*** Block opens ***

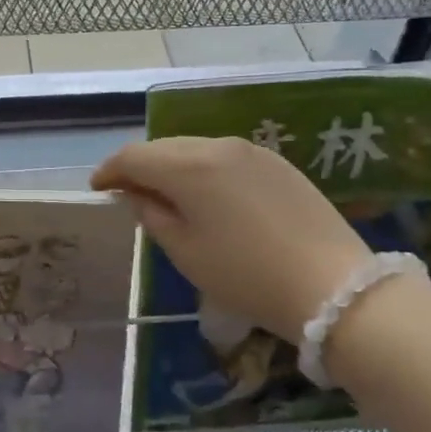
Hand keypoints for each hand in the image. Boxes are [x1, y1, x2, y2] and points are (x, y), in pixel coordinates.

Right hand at [91, 137, 370, 344]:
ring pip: (197, 148)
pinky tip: (209, 195)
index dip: (110, 171)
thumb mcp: (186, 252)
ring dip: (174, 166)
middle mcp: (218, 145)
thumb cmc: (245, 275)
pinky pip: (226, 157)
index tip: (98, 189)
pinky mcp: (278, 163)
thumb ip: (152, 215)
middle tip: (128, 192)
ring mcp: (252, 151)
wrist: (332, 285)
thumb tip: (135, 194)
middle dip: (141, 166)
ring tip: (167, 194)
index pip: (134, 156)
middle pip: (165, 147)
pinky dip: (206, 170)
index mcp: (189, 166)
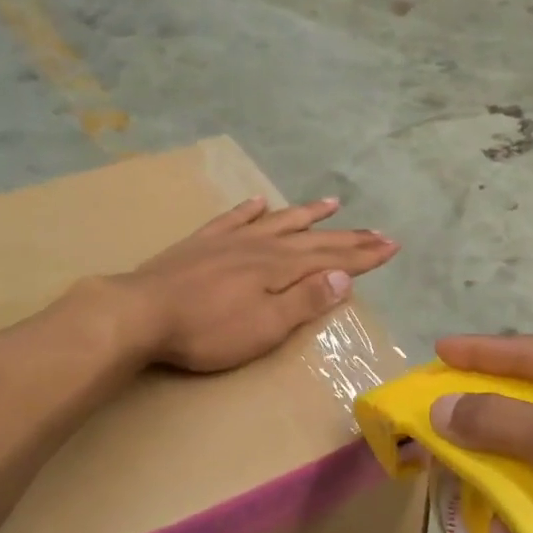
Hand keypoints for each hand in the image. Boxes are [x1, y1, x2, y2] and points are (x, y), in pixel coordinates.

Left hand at [114, 196, 397, 372]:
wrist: (140, 312)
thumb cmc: (208, 330)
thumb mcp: (265, 326)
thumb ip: (305, 300)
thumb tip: (344, 277)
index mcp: (280, 268)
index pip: (333, 260)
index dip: (364, 255)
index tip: (392, 245)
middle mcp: (261, 246)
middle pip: (313, 239)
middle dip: (349, 237)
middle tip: (379, 231)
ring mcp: (229, 241)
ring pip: (277, 221)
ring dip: (306, 214)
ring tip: (332, 203)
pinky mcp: (201, 244)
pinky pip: (232, 219)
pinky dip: (249, 210)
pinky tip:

*** Block closes ***

● PROBLEM DESCRIPTION: Within the entries above, find each line where "ring" appears; copy every one.

● REPLY:
ring pip: (197, 148)
ring dip: (174, 166)
ring mcp: (252, 151)
ring tip: (167, 194)
ring mcp: (229, 241)
ring pip: (277, 221)
ring dip: (306, 214)
ring tip: (332, 203)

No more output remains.